### [Your task]
Copy out each line below that has the word "drawRect" in it.

### [Data for this task]
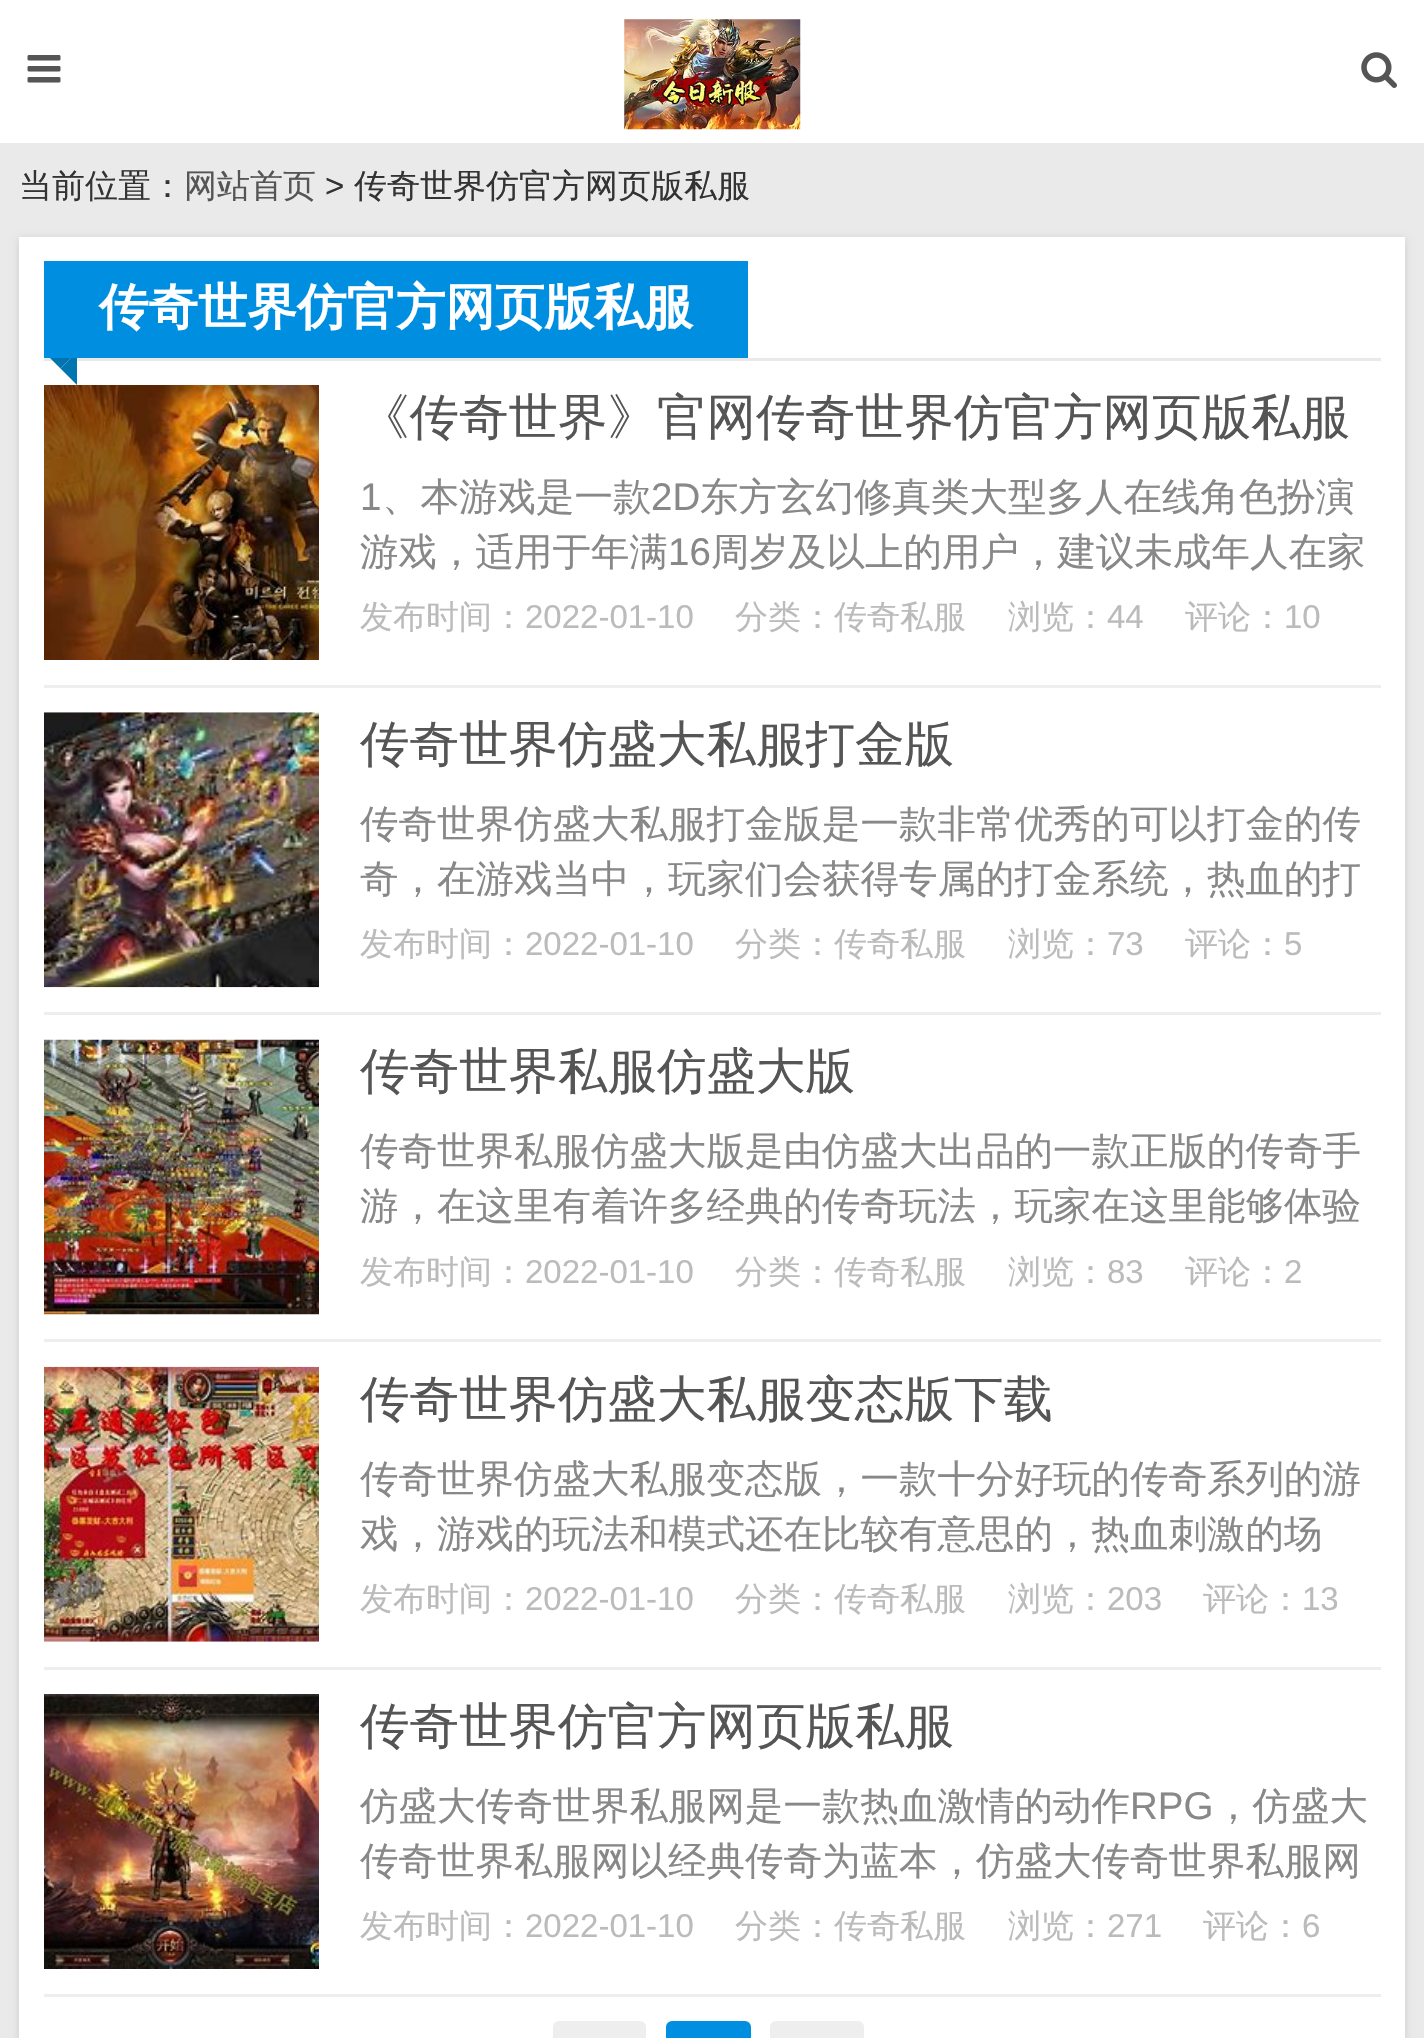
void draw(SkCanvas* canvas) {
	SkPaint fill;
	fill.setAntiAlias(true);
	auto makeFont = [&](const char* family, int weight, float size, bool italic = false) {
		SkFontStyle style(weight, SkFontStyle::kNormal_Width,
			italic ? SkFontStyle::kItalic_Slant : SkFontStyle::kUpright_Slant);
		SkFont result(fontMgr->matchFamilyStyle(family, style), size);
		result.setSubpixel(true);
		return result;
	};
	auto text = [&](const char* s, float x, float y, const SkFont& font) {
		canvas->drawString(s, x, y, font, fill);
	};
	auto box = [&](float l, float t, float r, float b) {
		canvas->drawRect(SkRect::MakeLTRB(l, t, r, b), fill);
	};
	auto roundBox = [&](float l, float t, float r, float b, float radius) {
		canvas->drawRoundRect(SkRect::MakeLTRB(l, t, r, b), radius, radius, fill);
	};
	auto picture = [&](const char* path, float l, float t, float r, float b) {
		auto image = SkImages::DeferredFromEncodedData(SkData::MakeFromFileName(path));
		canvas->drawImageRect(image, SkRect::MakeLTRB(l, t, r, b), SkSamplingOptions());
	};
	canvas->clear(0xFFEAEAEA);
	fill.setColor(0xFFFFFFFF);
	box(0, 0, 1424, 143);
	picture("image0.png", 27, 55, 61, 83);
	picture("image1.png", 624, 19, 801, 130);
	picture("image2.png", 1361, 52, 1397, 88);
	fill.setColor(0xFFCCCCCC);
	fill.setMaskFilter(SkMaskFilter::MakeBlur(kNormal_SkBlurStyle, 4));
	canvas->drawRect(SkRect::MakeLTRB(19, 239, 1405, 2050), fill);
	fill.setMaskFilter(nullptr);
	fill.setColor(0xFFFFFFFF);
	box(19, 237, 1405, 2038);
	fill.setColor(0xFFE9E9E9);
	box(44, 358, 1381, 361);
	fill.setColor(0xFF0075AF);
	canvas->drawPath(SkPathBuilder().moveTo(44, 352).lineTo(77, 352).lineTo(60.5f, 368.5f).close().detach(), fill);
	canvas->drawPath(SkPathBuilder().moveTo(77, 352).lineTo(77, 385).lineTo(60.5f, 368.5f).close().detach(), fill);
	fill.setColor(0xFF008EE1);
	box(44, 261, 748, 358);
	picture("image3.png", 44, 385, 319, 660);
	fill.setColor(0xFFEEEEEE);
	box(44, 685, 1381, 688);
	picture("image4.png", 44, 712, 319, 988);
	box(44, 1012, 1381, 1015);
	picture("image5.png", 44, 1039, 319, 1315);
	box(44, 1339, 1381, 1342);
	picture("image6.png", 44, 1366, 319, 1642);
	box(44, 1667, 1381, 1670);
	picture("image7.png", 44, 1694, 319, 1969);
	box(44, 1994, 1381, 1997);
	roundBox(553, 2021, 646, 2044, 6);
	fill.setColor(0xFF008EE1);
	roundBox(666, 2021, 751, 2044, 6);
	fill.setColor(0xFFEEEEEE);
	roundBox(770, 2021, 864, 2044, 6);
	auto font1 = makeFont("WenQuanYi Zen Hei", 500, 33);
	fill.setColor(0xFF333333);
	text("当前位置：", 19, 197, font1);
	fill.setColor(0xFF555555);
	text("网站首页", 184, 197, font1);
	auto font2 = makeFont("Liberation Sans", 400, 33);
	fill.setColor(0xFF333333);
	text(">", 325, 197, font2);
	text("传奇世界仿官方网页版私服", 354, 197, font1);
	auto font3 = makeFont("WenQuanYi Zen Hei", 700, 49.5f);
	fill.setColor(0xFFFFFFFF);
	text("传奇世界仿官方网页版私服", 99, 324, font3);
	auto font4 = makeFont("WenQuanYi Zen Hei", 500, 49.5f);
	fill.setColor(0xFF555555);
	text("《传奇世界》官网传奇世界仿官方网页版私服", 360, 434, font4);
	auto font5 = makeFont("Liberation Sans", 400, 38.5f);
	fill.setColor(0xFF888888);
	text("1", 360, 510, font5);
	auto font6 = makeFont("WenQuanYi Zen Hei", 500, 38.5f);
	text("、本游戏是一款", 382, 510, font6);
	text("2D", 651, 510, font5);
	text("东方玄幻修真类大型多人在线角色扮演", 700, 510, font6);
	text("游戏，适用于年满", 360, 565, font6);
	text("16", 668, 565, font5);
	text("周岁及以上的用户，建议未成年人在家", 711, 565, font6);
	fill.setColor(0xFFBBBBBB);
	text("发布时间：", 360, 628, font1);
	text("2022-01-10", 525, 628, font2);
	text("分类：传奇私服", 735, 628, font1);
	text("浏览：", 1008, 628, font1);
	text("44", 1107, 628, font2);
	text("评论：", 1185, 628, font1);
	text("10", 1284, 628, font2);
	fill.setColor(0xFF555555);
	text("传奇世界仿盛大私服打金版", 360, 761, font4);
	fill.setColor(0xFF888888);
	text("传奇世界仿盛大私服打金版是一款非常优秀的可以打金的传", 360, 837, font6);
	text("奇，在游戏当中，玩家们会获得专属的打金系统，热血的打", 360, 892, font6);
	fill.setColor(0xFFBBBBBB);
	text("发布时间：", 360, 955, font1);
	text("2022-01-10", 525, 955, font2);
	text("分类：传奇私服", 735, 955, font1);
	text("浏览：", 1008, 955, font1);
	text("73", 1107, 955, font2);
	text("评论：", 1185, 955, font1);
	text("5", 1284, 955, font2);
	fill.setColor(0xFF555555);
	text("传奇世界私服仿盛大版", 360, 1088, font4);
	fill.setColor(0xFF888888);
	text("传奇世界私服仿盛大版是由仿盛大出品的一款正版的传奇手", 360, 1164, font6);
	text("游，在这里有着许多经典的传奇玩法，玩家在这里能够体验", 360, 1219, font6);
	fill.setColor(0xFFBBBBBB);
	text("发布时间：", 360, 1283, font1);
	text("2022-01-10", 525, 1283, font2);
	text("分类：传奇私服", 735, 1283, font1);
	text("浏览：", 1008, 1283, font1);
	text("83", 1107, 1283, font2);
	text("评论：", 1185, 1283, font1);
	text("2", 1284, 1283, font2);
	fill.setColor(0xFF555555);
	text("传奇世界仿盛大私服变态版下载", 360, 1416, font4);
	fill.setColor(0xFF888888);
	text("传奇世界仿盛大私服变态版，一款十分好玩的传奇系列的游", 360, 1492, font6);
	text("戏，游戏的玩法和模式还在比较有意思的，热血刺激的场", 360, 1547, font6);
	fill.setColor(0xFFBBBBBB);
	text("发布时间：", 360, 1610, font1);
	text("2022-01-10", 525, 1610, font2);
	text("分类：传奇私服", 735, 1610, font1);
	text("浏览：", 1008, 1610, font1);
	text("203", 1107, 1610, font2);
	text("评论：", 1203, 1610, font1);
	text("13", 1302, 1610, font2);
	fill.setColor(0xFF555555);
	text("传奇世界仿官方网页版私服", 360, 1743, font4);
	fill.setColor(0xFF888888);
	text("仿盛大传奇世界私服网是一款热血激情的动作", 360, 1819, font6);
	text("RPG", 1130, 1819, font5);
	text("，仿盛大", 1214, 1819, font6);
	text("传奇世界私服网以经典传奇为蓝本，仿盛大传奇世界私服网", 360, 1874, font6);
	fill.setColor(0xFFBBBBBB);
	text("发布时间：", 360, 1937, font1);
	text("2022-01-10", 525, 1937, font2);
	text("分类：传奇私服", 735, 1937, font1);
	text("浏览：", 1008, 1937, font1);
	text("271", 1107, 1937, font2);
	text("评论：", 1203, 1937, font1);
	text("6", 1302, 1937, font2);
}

### [Exercise solution]
		canvas->drawRect(SkRect::MakeLTRB(l, t, r, b), fill);
	canvas->drawRect(SkRect::MakeLTRB(19, 239, 1405, 2050), fill);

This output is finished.